And Ms. Ride, who holds a Ph.D. in physics from Stanford University, should know, since she herself served as a role model for young women as the nation’s first woman in space.

“It’s very important for girls in high school to be able to look out in the real world and see women scientists,” Ms. Ride said in an interview that occurred during this month’s National Forum for School Science, which was sponsored by the American Association for the Advancement of Science.

Ms. Ride is a member of the forum’s advisory board.

Opportunities for women to study science have increased over the past two decades, Ms. Ride said, but their participation rate is still a problem.

“Girls and young women aren’t going into science in the numbers women scientists think they should,” she said.

But Ms. Ride cited several programs that are not only drawing young women into scientific careers but also alerting teachers to the subtle prejudices that still face a young woman who wants to study science.

Workshops for Students

One such effort--the Expanding Your Horizons program, developed by the Math/Science Resource Center in Oakland, Calif.--brings junior and senior high-school students, parents, and teachers together with women scientists at weekend workshops on college campuses.

The program is aimed not at high-achievers in mathematics and the sciences, but rather at “the ones who are on the brink of dropping out of math and science altogether,” according to Jan MacDon-ald, director of the resource center.

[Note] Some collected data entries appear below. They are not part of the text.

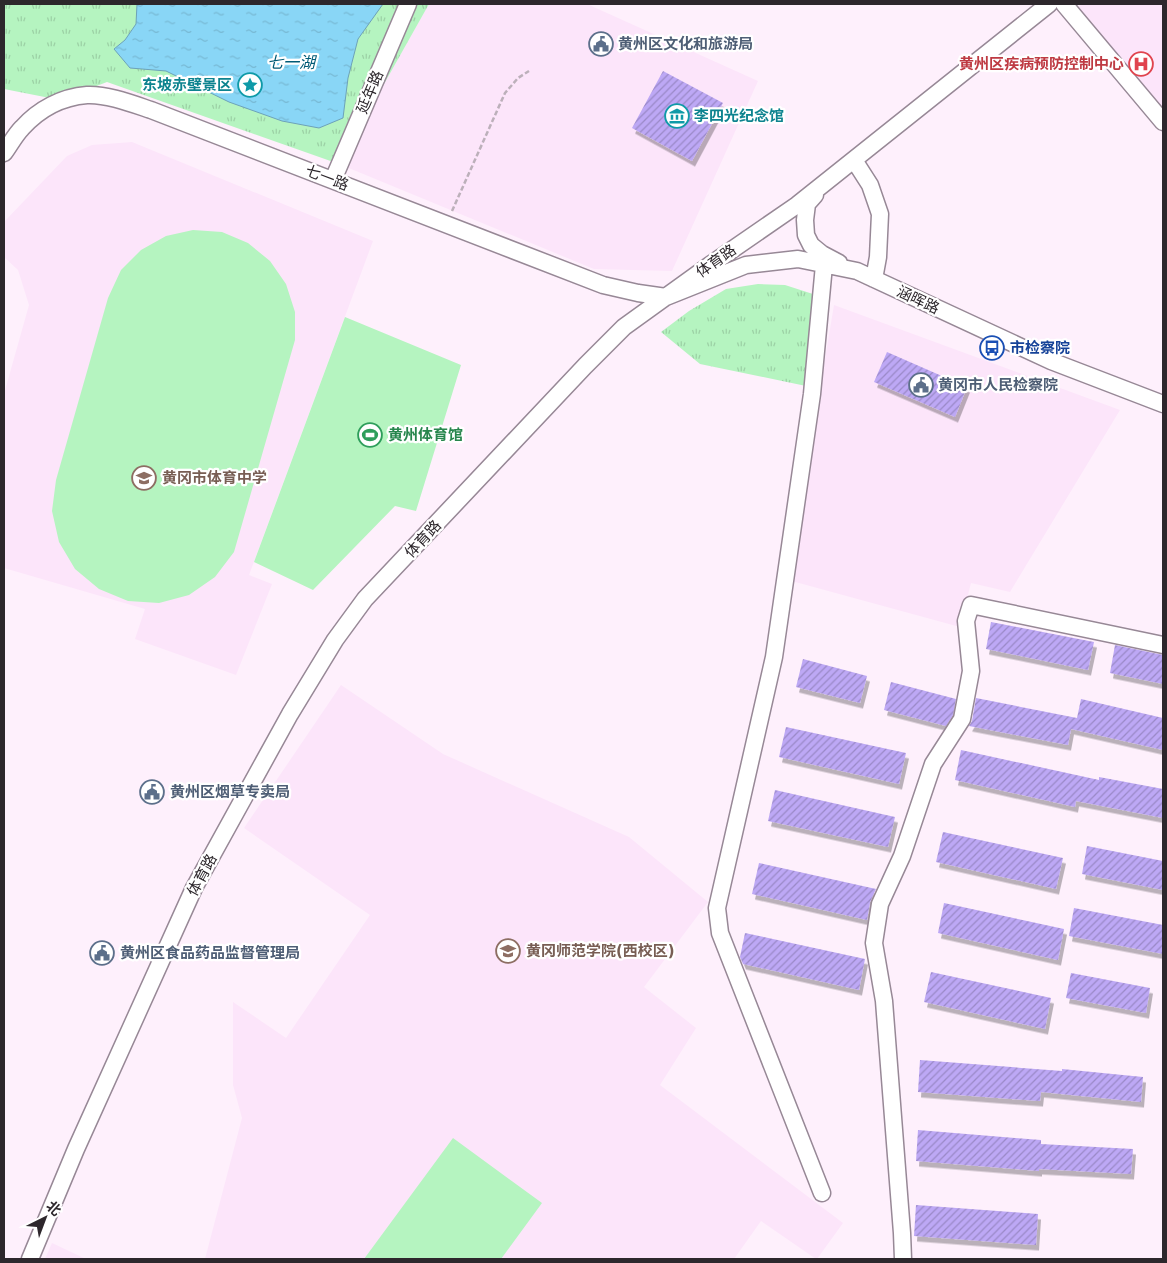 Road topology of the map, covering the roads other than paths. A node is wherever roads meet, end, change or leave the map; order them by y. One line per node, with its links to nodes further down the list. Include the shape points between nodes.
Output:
1 (408, 4): 7 (street, 延年路)
2 (1048, 4): 6 (street, 体育路)
3 (1064, 4): 4 (street)
4 (1163, 122)
5 (4, 153): 7 (street, 七一路, via 22,127 52,104 88,95 152,110)
6 (854, 160): 8 (street, 体育路); 11 (street, via 870,185 880,214)
7 (332, 180): 12 (street, 七一路, via 603,285)
8 (823, 185): 10 (street, via 807,204 806,235 811,245 822,254); 12 (street, 体育路)
9 (824, 265): 10 (street, 涵晖路); 12 (street, 涵晖路, via 798,259 746,264); 15 (street, via 812,394 774,657 717,908 720,933)
10 (857, 272): 11 (street, 涵晖路)
11 (874, 279): 13 (street, 涵晖路, via 1051,361)
12 (666, 297): 16 (street, 体育路, via 624,327 585,366 366,599 335,640 290,714 194,888)
13 (1163, 404)
14 (1163, 645): 17 (street, via 971,605 966,622 971,671 962,719 933,764 902,856 880,904 874,944 884,1001)
15 (822, 1193)
16 (30, 1259)
17 (902, 1259)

Student participants in the one-day program attend “hands-on” science workshops and career sessions run by women who use science and math in their professions.

Expanding Your Horizons workshops have reached 90,000 students, 15,000 parents and teachers, and 15,000 women scientists nationwide since the project’s inception in 1976, Ms. MacDonald said.

Program for Teachers

The equals program, developed by staff members of the Lawrence Hall of Science at the University of California at Berkeley, works directly with K-12 teachers to help them learn strategies for teaching mathematics to girls and young women, according to Nancy Kreinberg, the program’s director.

Follow-up studies with teachers who have taken the equals workshop show that their female students “tend to enroll in math courses, have a better attitude toward math and math-related professions, and have more skills in problem-solving,” said Ms. Kreinberg.

Since 1977, 10,000 California teachers have gone through the equals course and another 6,000 teachers nationwide have partici-pated in equals programs.

Ms. Ride attributes her own development of an early interest in science to strong support from her parents and the fact that she attended an all-girls’ high school.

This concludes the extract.